Professor’s Comments July 30, 2014
Posted by OMS at July 30th, 2014
The Dow rose early to 17,056 and then fell 144 points ending down 70 points, closing at 16,912. The large intra day decline was likely the Big Move predicted by the ‘relatively’ small change in the A-D Oscillator.
Volume was moderate on the decline, coming in at 105 percent of its 10 day average. There were 106 new highs and 50 new lows.
The SPX reached an intra day high of 1985 before finishing at 1970. If you look at the 60 min bars on the SPX, you can clearly see a five wave consolidation triangle pattern that has developed since 7 July. Yesterday’s decline appears to be the final ‘e’ wave of that pattern.

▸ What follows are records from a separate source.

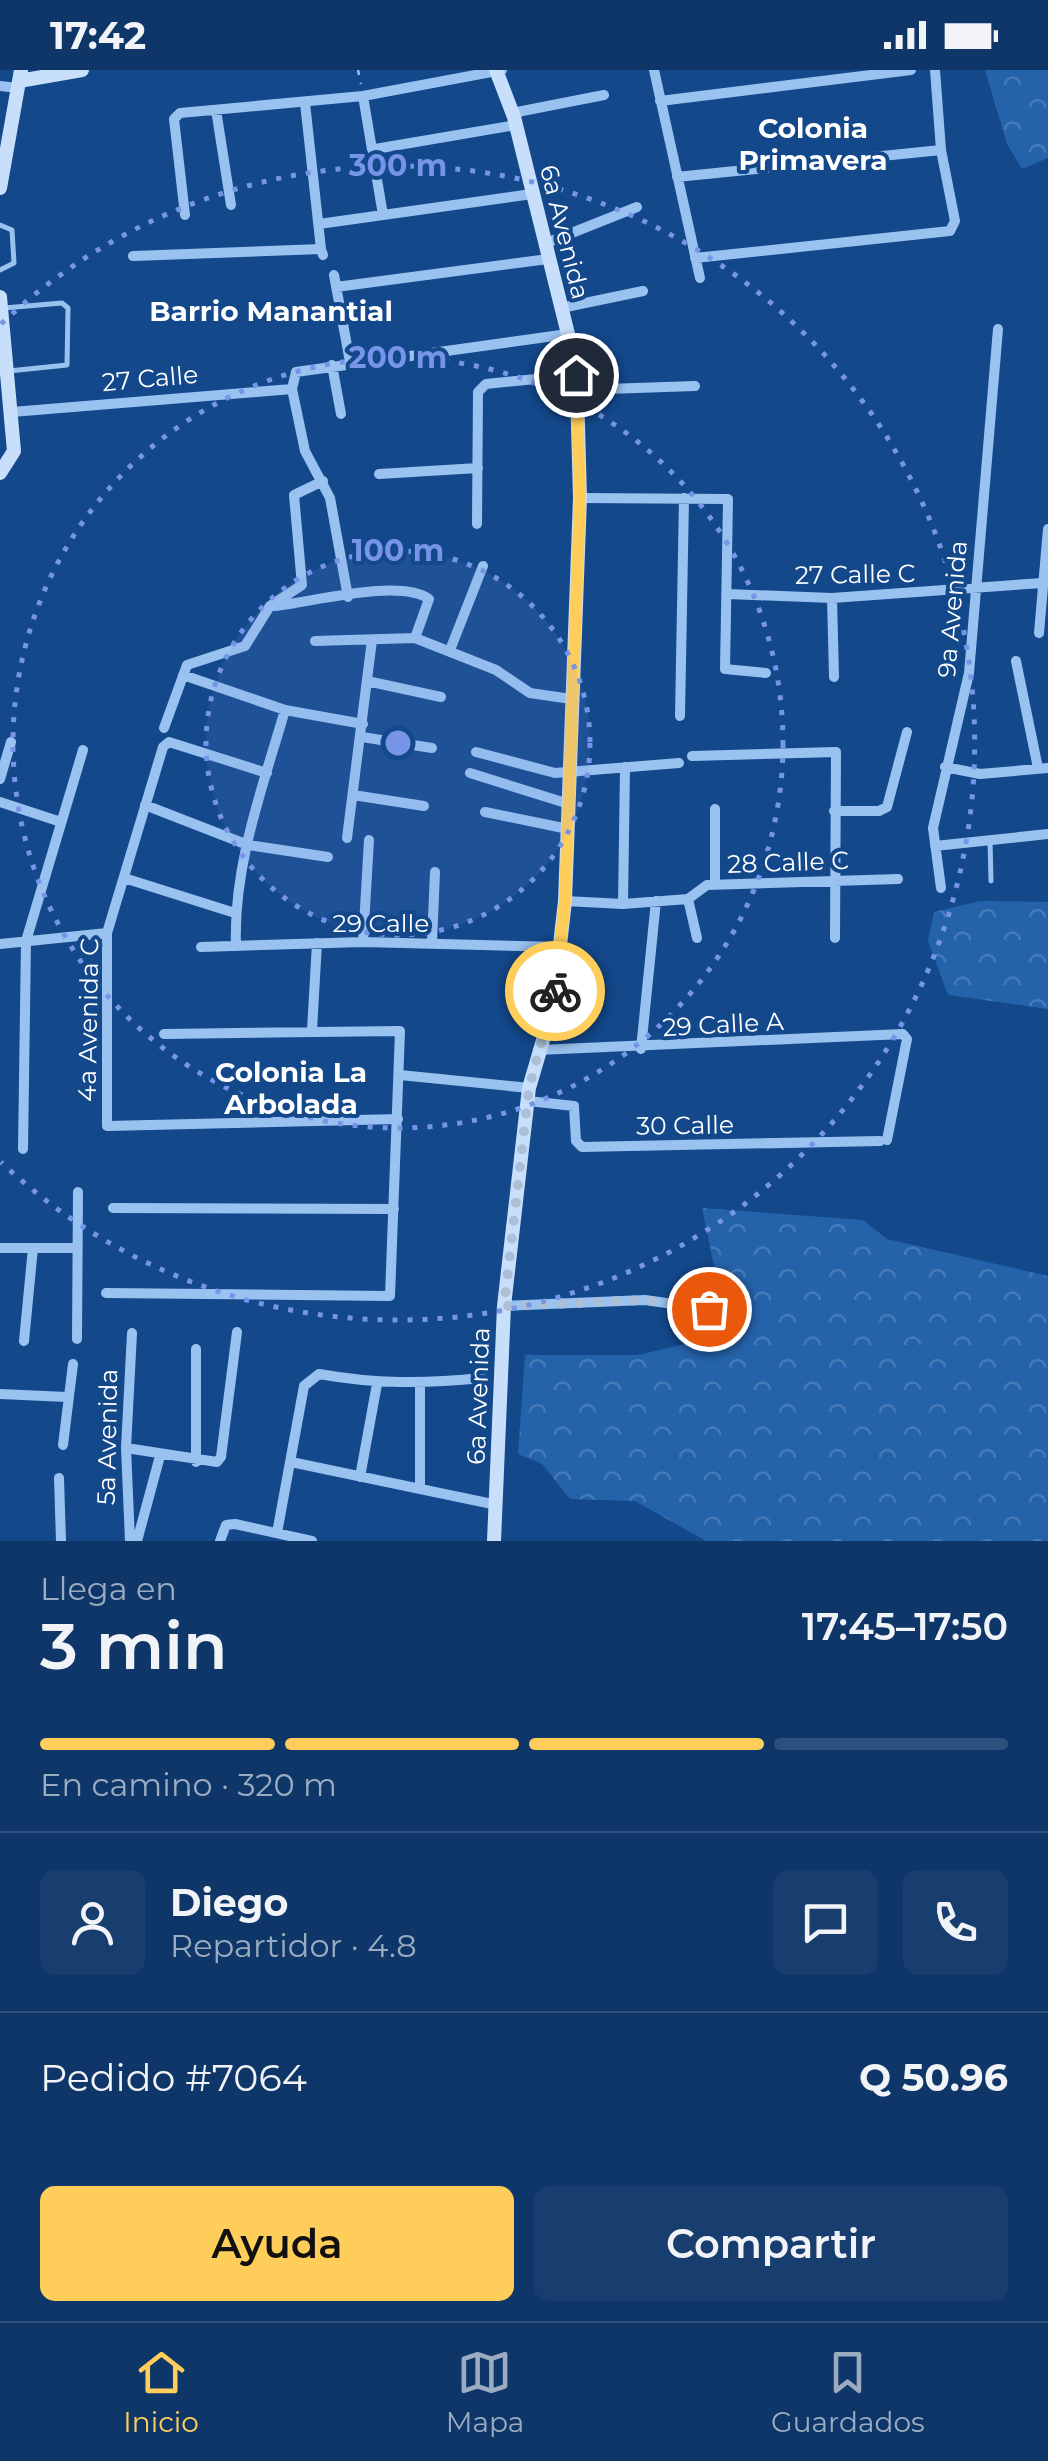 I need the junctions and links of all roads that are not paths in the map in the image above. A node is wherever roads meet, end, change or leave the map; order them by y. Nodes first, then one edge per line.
1 (82, 70) edge
2 (498, 70) edge
3 (654, 70) edge
4 (912, 70) edge
5 (934, 70) edge
6 (20, 80) edge
7 (0, 86) edge
8 (604, 94) dead end
9 (363, 96) junction
10 (660, 101) junction
11 (306, 103) junction
12 (216, 110) junction
13 (514, 119) junction
14 (374, 150) junction
15 (941, 150) junction
16 (677, 176) junction
17 (0, 188) edge
18 (532, 194) junction
19 (231, 205) dead end
20 (637, 207) dead end
21 (383, 214) junction
22 (184, 215) dead end
23 (318, 224) junction
24 (0, 225) edge
25 (546, 252) junction
26 (134, 256) dead end
27 (695, 258) junction
28 (0, 270) edge
29 (700, 278) dead end
30 (643, 290) dead end
31 (0, 297) edge
32 (1, 308) edge
33 (561, 308) junction
34 (998, 330) dead end
35 (568, 334) junction
36 (34, 360) dead end
37 (350, 362) junction
38 (332, 365) junction
39 (34, 369) junction
40 (8, 371) junction
41 (576, 383) junction
42 (695, 386) dead end
43 (292, 389) junction
44 (12, 412) junction
45 (340, 414) dead end
46 (478, 468) junction
47 (1, 472) edge
48 (380, 474) dead end
49 (323, 481) junction
50 (580, 498) junction
51 (684, 498) junction
52 (477, 524) dead end
53 (1048, 529) edge
54 (484, 566) dead end
55 (1042, 583) junction
56 (972, 591) junction
57 (728, 594) junction
58 (348, 597) junction
59 (832, 598) junction
60 (270, 606) junction
61 (1038, 633) dead end
62 (414, 638) junction
63 (372, 640) junction
64 (315, 641) dead end
65 (450, 650) junction
66 (1016, 662) dead end
67 (766, 673) dead end
68 (183, 675) junction
69 (834, 677) dead end
70 (368, 681) junction
71 (441, 697) dead end
72 (570, 699) junction
73 (286, 710) junction
74 (680, 716) dead end
75 (164, 728) dead end
76 (363, 731) junction
77 (907, 732) dead end
78 (11, 742) dead end
79 (432, 748) dead end
80 (84, 750) dead end
81 (476, 752) dead end
82 (692, 756) dead end
83 (679, 763) dead end
84 (625, 767) junction
85 (945, 767) junction
86 (1043, 768) edge
87 (570, 770) junction
88 (267, 773) junction
89 (470, 774) dead end
90 (0, 779) edge
91 (353, 795) junction
92 (0, 802) edge
93 (568, 804) junction
94 (144, 805) junction
95 (424, 806) dead end
96 (716, 809) dead end
97 (834, 811) junction
98 (484, 812) dead end
99 (61, 822) junction
100 (568, 829) junction
101 (1048, 835) edge
102 (348, 838) dead end
103 (990, 838) junction
104 (369, 840) dead end
105 (248, 844) junction
106 (934, 846) junction
107 (328, 857) dead end
108 (436, 872) dead end
109 (124, 878) junction
110 (898, 878) dead end
111 (832, 879) junction
112 (991, 881) dead end
113 (716, 885) junction
114 (941, 888) dead end
115 (688, 899) junction
116 (565, 901) junction
117 (656, 901) junction
118 (623, 904) junction
119 (235, 913) junction
120 (107, 933) junction
121 (697, 938) dead end
122 (834, 938) dead end
123 (26, 942) junction
124 (363, 942) junction
125 (432, 942) junction
126 (0, 944) edge
127 (317, 944) junction
128 (236, 945) junction
129 (202, 947) dead end
130 (561, 947) junction
131 (312, 1030) junction
132 (164, 1034) dead end
133 (640, 1049) junction
134 (538, 1050) junction
135 (400, 1074) junction
136 (528, 1095) junction
137 (398, 1119) junction
138 (884, 1140) joint
139 (23, 1148) dead end
140 (78, 1192) dead end
141 (113, 1208) dead end
142 (394, 1210) junction
143 (0, 1248) edge
144 (33, 1248) junction
145 (76, 1248) junction
146 (106, 1293) dead end
147 (504, 1306) junction
148 (709, 1309) dead end
149 (237, 1332) dead end
150 (132, 1333) dead end
151 (77, 1339) dead end
152 (24, 1341) dead end
153 (196, 1349) dead end
154 (73, 1364) dead end
155 (482, 1378) dead end
156 (377, 1384) junction
157 (420, 1385) junction
158 (0, 1394) edge
159 (66, 1397) junction
160 (62, 1446) dead end
161 (126, 1448) junction
162 (160, 1456) junction
163 (196, 1462) junction
164 (290, 1462) junction
165 (360, 1477) junction
166 (60, 1478) dead end
167 (420, 1488) junction
168 (497, 1505) junction
169 (277, 1533) junction
170 (61, 1541) edge
171 (134, 1541) edge
172 (220, 1541) edge
173 (312, 1541) edge
174 (494, 1541) edge

1 - 6 street
2 - 9 street
2 - 13 street, 6a Avenida
3 - 10 street
4 - 10 street
5 - 15 street
6 - 7 street
6 - 17 street
8 - 13 street
9 - 11 street
9 - 14 street
10 - 16 street
11 - 12 street
11 - 23 street
12 - 19 street
12 - 22 street
13 - 14 street
13 - 18 street, 6a Avenida
14 - 21 street
15 - 16 street
15 - 27 street
16 - 27 street
18 - 21 street
18 - 25 street, 6a Avenida
20 - 25 street
21 - 23 street
23 - 26 street
24 - 28 lane
25 - 33 street, 6a Avenida
25 - 37 street
27 - 29 street
30 - 33 street
31 - 32 street
32 - 39 lane
32 - 40 street
33 - 35 street, 6a Avenida
34 - 56 street, 9a Avenida
35 - 37 street
35 - 41 street, 6a Avenida
36 - 39 lane
37 - 38 street
38 - 43 street
38 - 45 street
39 - 40 lane
40 - 44 street
41 - 42 street
41 - 46 street
41 - 50 street, 6a Avenida
43 - 44 street, 27 Calle
43 - 49 street
44 - 47 street
46 - 48 street
46 - 52 street
49 - 58 street
49 - 60 street
50 - 51 street
50 - 72 street, 6a Avenida
51 - 57 street
51 - 74 street
53 - 55 street
54 - 65 street
55 - 56 street, 27 Calle C
55 - 61 street
56 - 59 street, 27 Calle C
56 - 85 street, 9a Avenida
57 - 59 street, 27 Calle C
57 - 67 street
58 - 60 street
58 - 62 street
59 - 69 street
60 - 68 street
62 - 63 street
62 - 65 street
63 - 64 street
63 - 70 street
65 - 72 street
66 - 86 street
68 - 73 street
68 - 75 street
70 - 71 street
70 - 76 street
72 - 87 street, 6a Avenida
73 - 76 street
73 - 88 street
76 - 79 street
76 - 91 street
77 - 97 street
78 - 90 street
80 - 99 street
81 - 87 street
82 - 97 street
83 - 84 street
84 - 87 street
84 - 118 street
85 - 86 street
85 - 106 street, 9a Avenida
87 - 93 street, 6a Avenida
88 - 94 street, 4a Avenida C
88 - 105 street
89 - 93 street
91 - 95 street
91 - 102 street
92 - 99 street
93 - 100 street, 6a Avenida
94 - 105 street
94 - 109 street, 4a Avenida C
96 - 113 street
97 - 111 street
98 - 100 street
99 - 123 street
100 - 116 street, 6a Avenida
101 - 103 street
103 - 106 street
103 - 112 lane
104 - 124 street
105 - 107 street
105 - 119 street
106 - 114 street, 9a Avenida
108 - 125 street
109 - 119 street
109 - 120 street, 4a Avenida C
110 - 111 street, 28 Calle C
111 - 113 street, 28 Calle C
111 - 122 street
113 - 115 street, 28 Calle C
115 - 117 street, 28 Calle C
115 - 121 street
116 - 118 street, 28 Calle C
116 - 130 street, 6a Avenida
117 - 118 street, 28 Calle C
117 - 133 street
119 - 128 street
120 - 123 street
120 - 137 street, 4a Avenida C
123 - 126 street
123 - 139 street
124 - 125 street, 29 Calle
124 - 127 street, 29 Calle
125 - 130 street, 29 Calle
127 - 128 street, 29 Calle
127 - 131 street
128 - 129 street, 29 Calle
130 - 134 street, 6a Avenida
131 - 132 street
131 - 135 street
133 - 134 street, 29 Calle A
133 - 138 street, 29 Calle A
134 - 136 street, 6a Avenida
135 - 136 street, 30 Calle
135 - 137 street
136 - 138 street, 30 Calle
136 - 147 street, 6a Avenida
137 - 142 street
140 - 145 street
141 - 142 street
142 - 146 street
143 - 144 street
144 - 145 street
144 - 152 street
145 - 151 street
147 - 148 street
147 - 168 street, 6a Avenida
149 - 163 street
150 - 161 street, 5a Avenida
153 - 163 street
154 - 159 street
155 - 157 street
156 - 157 street
156 - 164 street
156 - 165 street
157 - 167 street
158 - 159 street
159 - 160 street
161 - 162 street
161 - 171 street, 5a Avenida
162 - 163 street
162 - 171 street
164 - 165 street
164 - 169 street
165 - 167 street
166 - 170 street
167 - 168 street
168 - 174 street, 6a Avenida
169 - 172 street
169 - 173 street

If this is the case, then the market could start a small wave 5 rally out of this triangle pattern to test the 2000 level..
The fact that the Dean’s List remains positive, with the DIA, QQQ and SPY on the List, supports this analysis.
Also supporting a potential wave 5 rally is the fact that The Professor has not confirmed the recent negative DMI turn on the Dow. So without a clear sell signal from either the Dean or The Professor, its likely the markets will push slightly higher.
With the SPX at 1970, a potential move toward 2000 is only 30 S&P points or about 200-250 Dow points. I still believe that trades to the upside have limited potential, even from current levels which are down about 100 points from last week. Those 200+ points of upside potential are still not that attractive to me when weighed against a downside risk of 600-800 points Especially when all of the breadth indicators are still negative and heading down.
Yesterday’s late afternoon decline caused the A-D oscillator to become slightly oversold at -140.27. With a reading like this coming after the completion of a triangle pattern, it’s likely that the market will rally for the next few days. It will be very important to watch the internals during this rally, because once the pattern completes and the momentum starts to shift, the negative breadth that we have been watching will start to take over.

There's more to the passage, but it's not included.